It has been said before on this blog that prenuptial agreements can be incredibly useful legal documents because they help ease tensions during divorce by taking care of property division ahead of time. But as we have also said before, prenups aren’t for every couple, meaning just because one couple wants a prenup doesn’t mean another couple will find it as appealing.
Of course, this pro- and anti-prenup sentiment isn’t just apparent among different couples, it can be found within a couple as well. As you can imagine, one spouse might see the benefit of signing a prenup while the other does not. This can create contentions that may not be easily addressed. It may even lead to a situation in which one partner presents their spouse with a prenup and tells them to sign it, begging the question: do you have to sign the prenup your spouse gives you?

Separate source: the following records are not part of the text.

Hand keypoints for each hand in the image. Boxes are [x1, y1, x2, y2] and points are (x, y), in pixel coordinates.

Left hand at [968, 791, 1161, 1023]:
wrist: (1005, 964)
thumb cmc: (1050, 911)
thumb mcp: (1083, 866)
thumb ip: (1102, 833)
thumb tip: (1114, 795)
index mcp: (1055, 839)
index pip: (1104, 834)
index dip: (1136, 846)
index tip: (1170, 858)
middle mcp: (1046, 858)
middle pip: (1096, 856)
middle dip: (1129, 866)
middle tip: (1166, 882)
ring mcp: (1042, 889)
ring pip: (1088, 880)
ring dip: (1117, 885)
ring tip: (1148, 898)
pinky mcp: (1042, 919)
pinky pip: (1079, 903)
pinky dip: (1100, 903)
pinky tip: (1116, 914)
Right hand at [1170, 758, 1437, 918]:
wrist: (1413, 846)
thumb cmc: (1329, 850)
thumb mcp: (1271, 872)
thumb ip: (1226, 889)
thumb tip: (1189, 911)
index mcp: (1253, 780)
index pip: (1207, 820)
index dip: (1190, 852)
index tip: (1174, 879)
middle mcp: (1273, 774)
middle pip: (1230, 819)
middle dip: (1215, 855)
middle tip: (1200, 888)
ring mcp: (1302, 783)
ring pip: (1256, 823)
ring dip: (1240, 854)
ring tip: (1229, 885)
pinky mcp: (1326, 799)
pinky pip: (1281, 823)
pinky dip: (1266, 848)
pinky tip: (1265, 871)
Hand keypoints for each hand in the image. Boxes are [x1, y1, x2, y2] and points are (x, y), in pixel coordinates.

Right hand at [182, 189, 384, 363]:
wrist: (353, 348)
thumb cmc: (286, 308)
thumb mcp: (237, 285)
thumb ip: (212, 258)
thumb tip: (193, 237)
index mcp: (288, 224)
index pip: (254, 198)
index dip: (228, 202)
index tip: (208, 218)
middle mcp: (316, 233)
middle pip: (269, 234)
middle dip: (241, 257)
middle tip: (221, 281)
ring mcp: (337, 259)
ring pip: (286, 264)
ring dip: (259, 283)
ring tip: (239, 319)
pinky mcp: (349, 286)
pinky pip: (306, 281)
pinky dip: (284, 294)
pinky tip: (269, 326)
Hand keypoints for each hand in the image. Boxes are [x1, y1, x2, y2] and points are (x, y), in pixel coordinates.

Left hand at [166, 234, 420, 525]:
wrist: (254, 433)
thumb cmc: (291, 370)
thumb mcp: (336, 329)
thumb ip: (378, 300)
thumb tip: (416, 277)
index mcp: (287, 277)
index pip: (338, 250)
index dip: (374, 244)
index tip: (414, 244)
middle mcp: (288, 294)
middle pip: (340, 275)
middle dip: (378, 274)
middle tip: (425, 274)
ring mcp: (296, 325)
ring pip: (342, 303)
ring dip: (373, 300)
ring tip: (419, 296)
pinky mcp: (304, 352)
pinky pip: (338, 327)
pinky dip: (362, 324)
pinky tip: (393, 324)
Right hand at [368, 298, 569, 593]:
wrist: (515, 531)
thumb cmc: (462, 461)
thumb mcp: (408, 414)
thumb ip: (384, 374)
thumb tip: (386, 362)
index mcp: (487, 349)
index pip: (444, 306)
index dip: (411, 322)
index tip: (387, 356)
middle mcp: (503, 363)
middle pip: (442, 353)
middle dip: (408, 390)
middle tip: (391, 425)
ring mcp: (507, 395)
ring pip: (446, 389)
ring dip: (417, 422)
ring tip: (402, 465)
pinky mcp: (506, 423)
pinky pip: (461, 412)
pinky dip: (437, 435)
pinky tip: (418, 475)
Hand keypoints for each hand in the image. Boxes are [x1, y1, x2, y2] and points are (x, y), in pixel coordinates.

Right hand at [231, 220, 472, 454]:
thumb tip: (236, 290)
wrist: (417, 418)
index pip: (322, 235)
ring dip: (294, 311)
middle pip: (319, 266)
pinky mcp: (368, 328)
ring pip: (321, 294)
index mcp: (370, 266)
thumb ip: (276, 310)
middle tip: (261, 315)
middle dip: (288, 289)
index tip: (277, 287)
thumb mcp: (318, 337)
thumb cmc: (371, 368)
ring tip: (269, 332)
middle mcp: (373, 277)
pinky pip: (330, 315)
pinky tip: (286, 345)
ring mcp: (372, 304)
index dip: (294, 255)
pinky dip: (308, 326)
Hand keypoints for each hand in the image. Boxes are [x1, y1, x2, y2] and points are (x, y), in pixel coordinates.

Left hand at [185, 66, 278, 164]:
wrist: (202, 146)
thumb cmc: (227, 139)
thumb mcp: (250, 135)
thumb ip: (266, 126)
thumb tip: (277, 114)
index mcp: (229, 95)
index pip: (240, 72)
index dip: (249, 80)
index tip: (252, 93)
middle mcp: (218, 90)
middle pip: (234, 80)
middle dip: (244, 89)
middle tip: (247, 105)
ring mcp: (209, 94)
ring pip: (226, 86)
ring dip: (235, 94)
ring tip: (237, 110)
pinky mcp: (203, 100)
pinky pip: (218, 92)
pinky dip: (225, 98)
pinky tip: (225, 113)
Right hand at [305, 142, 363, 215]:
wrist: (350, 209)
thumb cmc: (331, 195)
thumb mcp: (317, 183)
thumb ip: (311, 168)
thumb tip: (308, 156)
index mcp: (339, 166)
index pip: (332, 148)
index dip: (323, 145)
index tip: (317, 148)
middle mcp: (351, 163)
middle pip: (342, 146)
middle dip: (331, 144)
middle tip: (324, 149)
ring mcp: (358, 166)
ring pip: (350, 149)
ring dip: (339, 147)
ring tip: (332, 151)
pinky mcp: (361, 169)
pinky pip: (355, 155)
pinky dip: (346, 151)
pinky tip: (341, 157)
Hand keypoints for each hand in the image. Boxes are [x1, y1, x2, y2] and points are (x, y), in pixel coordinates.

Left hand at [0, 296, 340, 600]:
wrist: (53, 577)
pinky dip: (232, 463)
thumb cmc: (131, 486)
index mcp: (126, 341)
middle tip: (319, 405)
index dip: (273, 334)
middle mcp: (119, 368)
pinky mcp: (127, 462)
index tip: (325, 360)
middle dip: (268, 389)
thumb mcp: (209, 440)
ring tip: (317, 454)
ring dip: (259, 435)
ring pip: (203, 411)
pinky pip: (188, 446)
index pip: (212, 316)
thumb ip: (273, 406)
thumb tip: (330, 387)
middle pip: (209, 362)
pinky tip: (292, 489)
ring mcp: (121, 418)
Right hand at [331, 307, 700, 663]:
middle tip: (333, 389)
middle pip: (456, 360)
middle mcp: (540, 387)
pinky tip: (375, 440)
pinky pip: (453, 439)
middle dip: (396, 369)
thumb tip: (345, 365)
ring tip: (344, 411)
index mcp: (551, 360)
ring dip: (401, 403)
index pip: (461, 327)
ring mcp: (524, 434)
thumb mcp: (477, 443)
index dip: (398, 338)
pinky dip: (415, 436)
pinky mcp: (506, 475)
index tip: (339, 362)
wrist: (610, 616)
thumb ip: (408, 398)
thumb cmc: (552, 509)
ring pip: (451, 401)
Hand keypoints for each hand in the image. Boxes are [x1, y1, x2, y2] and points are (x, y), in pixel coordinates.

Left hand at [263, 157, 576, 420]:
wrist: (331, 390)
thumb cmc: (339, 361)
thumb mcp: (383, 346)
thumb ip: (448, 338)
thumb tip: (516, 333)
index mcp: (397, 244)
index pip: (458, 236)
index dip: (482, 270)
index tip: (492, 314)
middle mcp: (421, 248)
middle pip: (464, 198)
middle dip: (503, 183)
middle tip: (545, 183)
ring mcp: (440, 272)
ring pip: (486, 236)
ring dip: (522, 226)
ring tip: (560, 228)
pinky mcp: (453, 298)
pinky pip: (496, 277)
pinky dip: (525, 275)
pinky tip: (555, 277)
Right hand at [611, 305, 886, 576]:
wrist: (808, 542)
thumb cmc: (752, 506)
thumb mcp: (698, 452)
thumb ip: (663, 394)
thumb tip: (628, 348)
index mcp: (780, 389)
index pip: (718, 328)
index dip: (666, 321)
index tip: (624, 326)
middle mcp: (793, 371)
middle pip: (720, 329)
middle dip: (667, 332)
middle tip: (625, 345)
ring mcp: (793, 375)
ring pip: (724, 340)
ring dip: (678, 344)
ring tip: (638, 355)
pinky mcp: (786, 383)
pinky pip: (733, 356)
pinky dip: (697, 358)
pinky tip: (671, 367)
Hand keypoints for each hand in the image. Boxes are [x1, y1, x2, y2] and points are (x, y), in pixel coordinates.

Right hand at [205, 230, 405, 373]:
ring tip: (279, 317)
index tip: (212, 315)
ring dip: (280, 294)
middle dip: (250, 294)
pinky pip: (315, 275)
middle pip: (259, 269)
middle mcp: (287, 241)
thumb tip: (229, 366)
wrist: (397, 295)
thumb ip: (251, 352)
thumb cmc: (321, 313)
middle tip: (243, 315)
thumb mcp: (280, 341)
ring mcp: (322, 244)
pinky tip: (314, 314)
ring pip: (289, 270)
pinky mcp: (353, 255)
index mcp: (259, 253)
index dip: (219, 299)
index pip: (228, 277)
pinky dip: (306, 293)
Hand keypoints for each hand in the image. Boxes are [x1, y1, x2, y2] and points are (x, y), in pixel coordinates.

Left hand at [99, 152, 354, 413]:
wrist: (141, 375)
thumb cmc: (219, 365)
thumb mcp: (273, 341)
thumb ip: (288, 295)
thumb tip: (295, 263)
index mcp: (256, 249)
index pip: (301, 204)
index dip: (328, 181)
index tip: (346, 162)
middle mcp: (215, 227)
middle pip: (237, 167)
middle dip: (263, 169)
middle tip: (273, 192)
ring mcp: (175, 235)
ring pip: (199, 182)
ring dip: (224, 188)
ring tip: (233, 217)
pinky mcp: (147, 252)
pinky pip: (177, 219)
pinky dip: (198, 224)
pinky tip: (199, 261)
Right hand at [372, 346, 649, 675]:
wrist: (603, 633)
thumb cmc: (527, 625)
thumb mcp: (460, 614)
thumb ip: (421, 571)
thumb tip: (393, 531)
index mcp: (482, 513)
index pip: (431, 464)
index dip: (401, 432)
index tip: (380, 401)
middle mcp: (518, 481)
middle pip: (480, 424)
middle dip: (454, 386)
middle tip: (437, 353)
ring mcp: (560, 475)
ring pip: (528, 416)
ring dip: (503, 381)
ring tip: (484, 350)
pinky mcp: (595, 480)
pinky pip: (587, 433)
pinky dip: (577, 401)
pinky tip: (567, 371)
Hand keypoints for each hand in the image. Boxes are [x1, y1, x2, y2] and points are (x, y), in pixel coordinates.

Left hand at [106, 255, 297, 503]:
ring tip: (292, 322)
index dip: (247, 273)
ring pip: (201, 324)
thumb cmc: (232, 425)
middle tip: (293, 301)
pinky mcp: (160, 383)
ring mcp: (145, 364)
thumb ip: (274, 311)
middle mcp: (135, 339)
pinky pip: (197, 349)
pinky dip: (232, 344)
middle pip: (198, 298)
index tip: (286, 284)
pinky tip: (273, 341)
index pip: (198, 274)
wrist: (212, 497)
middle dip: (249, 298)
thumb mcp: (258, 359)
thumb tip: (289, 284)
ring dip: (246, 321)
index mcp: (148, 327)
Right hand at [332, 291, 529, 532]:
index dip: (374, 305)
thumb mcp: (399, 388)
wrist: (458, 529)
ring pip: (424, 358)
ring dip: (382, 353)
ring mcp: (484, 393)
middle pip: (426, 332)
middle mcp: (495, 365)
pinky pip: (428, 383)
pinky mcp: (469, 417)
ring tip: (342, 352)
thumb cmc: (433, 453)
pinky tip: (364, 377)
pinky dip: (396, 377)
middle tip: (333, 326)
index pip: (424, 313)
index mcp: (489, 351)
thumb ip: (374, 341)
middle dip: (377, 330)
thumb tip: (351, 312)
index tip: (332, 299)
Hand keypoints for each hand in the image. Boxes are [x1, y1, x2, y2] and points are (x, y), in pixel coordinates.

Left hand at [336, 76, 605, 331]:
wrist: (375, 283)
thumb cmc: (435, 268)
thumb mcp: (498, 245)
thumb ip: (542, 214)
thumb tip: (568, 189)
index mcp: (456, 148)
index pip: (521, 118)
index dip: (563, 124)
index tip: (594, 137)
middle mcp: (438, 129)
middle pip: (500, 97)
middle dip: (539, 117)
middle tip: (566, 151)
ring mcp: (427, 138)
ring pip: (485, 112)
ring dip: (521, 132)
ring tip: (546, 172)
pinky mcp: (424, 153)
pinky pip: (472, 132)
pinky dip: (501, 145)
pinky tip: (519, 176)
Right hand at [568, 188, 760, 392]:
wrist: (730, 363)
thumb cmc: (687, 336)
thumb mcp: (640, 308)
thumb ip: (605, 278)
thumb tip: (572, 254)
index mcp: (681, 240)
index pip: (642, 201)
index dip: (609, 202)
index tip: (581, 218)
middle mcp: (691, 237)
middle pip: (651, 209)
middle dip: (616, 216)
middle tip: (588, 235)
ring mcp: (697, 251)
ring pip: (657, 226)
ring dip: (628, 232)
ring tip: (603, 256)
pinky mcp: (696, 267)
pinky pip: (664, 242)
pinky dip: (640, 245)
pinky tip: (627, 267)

The answer is no. Here in California, our laws clearly state that a premarital agreement, or prenup, must be signed by both parties in order to be considered valid. But this isn’t the only factor at play. The courts also take into consideration what is included in the prenup and how it was presented to the other spouse. If it’s determined that one spouse forced the other spouse to sign the prenup under duress, then the document is not considered valid and cannot be enforced in the event of divorce.
Even though a spouse might try to use their skills of persuasion to make you believe that you have to sign a prenup because it was presented to you, we’d like you to know that this isn’t true and that actually signing under duress can result in an unenforceable prenup.